*** Entries provided ***
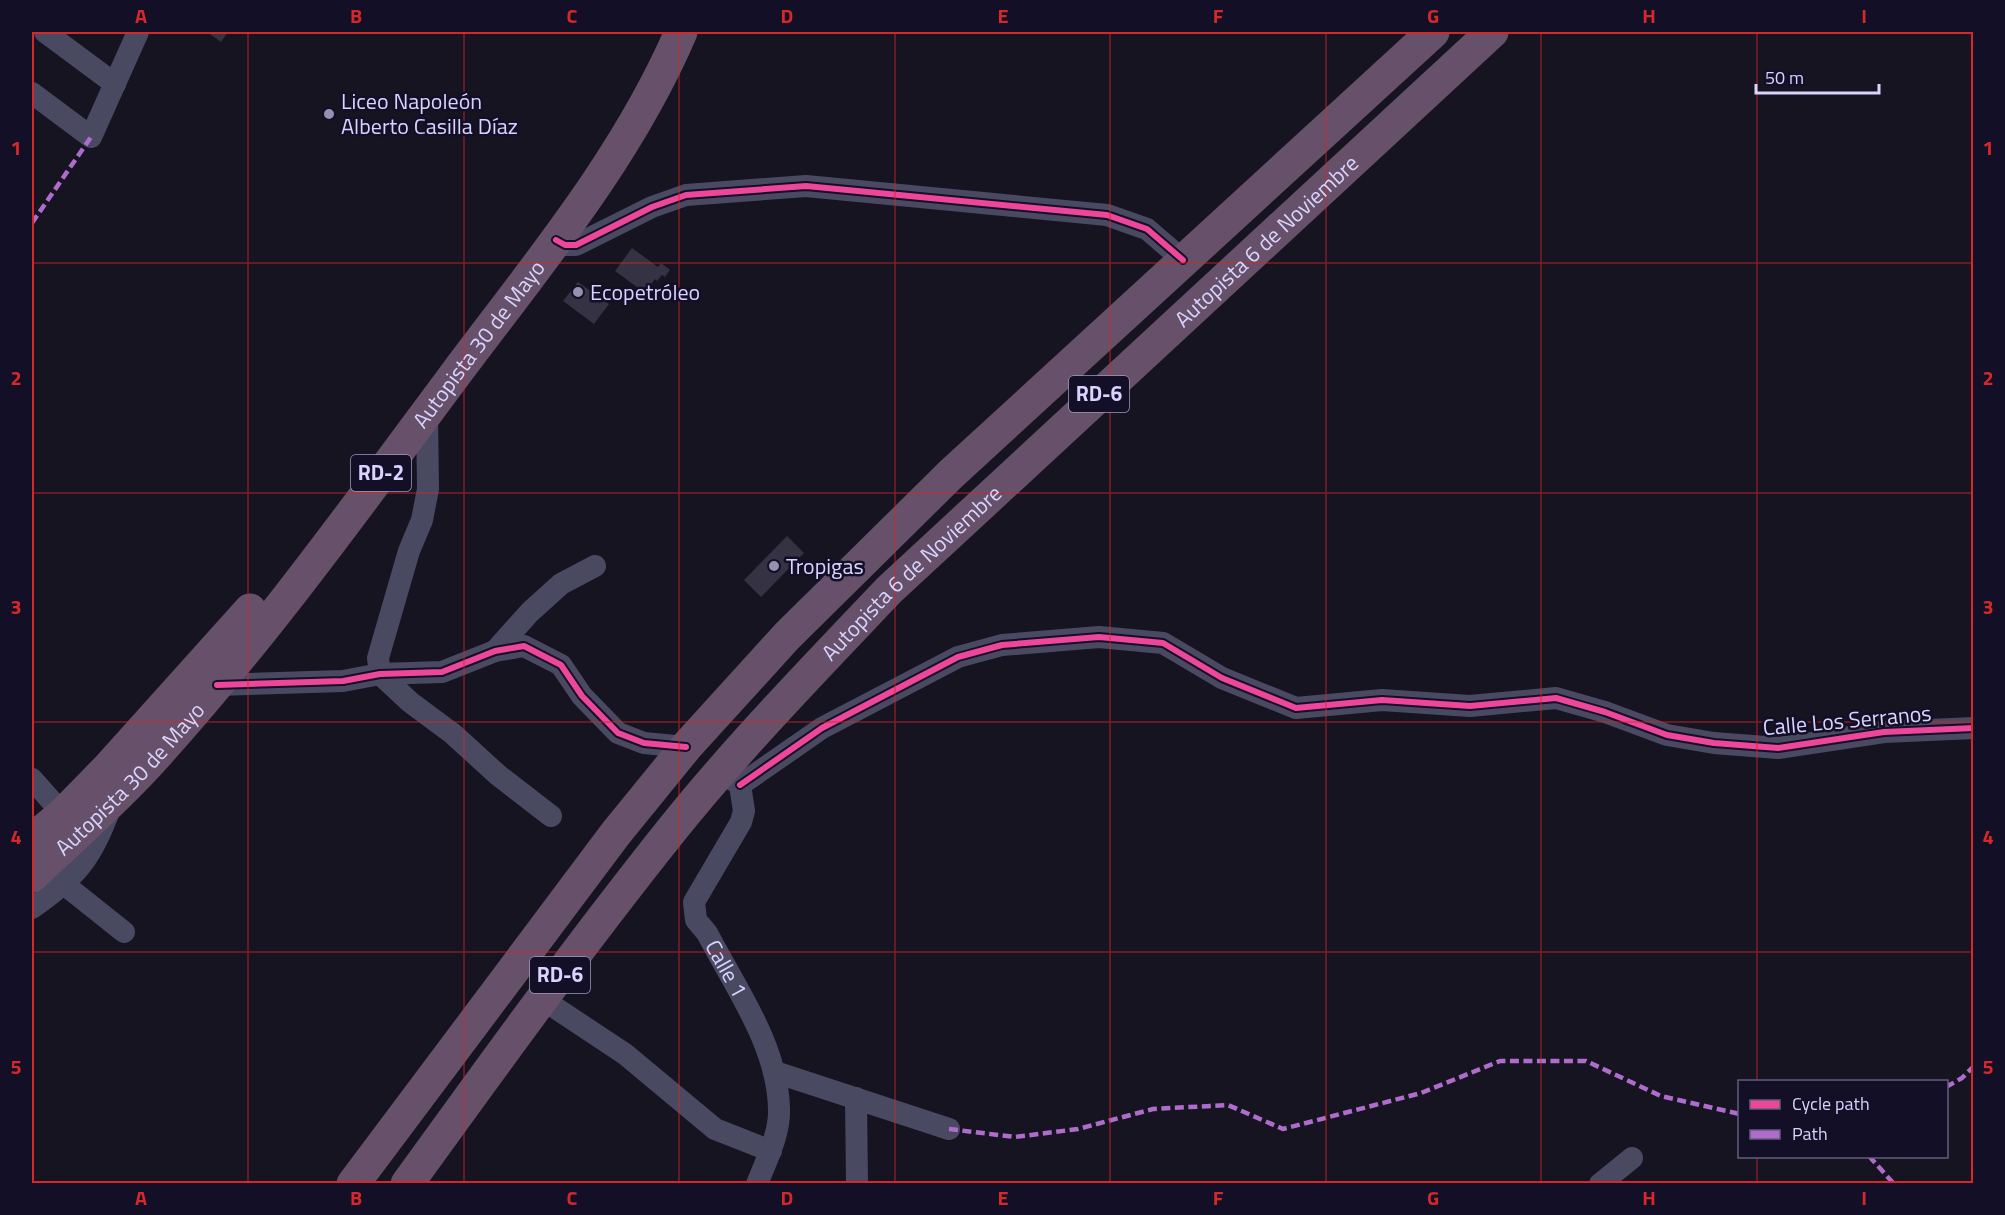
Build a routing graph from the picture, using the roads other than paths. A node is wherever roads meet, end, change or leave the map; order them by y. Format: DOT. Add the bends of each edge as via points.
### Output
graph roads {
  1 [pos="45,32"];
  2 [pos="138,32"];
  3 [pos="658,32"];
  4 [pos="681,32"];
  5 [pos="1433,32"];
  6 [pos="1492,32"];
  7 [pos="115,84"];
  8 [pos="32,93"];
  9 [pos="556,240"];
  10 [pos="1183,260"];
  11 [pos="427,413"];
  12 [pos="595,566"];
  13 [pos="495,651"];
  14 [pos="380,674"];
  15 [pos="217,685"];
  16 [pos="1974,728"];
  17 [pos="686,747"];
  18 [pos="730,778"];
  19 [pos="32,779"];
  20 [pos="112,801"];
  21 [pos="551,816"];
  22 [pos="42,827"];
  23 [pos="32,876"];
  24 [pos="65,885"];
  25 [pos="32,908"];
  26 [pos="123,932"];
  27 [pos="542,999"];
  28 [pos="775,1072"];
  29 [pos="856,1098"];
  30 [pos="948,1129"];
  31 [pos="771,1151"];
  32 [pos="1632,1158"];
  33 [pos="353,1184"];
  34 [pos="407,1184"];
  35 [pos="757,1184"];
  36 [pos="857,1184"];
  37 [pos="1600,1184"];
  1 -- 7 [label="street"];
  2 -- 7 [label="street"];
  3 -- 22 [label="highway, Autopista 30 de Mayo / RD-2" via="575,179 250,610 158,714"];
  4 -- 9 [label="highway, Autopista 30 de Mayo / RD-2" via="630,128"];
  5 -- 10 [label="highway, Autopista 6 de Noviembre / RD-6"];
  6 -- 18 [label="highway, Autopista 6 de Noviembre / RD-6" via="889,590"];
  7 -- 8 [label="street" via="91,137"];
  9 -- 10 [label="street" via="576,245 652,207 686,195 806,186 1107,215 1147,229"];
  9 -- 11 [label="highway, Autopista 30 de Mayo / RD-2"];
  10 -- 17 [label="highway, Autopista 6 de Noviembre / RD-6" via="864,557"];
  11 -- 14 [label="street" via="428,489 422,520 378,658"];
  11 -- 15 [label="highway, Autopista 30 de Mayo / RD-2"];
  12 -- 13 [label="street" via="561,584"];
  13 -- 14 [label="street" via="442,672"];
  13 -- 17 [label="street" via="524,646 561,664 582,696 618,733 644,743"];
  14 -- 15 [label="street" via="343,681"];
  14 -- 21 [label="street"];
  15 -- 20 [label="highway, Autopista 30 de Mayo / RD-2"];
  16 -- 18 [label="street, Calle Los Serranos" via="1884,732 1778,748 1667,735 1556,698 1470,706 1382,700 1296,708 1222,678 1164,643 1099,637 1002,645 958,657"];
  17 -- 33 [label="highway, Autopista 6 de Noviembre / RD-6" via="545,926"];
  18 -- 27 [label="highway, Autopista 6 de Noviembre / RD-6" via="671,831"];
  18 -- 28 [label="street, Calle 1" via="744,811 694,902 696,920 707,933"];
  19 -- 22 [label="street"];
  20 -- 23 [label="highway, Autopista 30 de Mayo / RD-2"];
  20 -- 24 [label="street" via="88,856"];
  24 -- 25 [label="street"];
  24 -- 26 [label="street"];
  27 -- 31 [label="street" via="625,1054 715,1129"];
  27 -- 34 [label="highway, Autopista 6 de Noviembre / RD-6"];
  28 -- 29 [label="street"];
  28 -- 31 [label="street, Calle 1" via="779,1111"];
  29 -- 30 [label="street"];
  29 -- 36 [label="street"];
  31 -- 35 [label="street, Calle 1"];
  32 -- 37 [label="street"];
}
*** End of Entries provided ***
▸ What the exercise asks:
Report all lines of the data above that include the string "Autopista".

▸ Output of the exercise:
  3 -- 22 [label="highway, Autopista 30 de Mayo / RD-2" via="575,179 250,610 158,714"];
  4 -- 9 [label="highway, Autopista 30 de Mayo / RD-2" via="630,128"];
  5 -- 10 [label="highway, Autopista 6 de Noviembre / RD-6"];
  6 -- 18 [label="highway, Autopista 6 de Noviembre / RD-6" via="889,590"];
  9 -- 11 [label="highway, Autopista 30 de Mayo / RD-2"];
  10 -- 17 [label="highway, Autopista 6 de Noviembre / RD-6" via="864,557"];
  11 -- 15 [label="highway, Autopista 30 de Mayo / RD-2"];
  15 -- 20 [label="highway, Autopista 30 de Mayo / RD-2"];
  17 -- 33 [label="highway, Autopista 6 de Noviembre / RD-6" via="545,926"];
  18 -- 27 [label="highway, Autopista 6 de Noviembre / RD-6" via="671,831"];
  20 -- 23 [label="highway, Autopista 30 de Mayo / RD-2"];
  27 -- 34 [label="highway, Autopista 6 de Noviembre / RD-6"];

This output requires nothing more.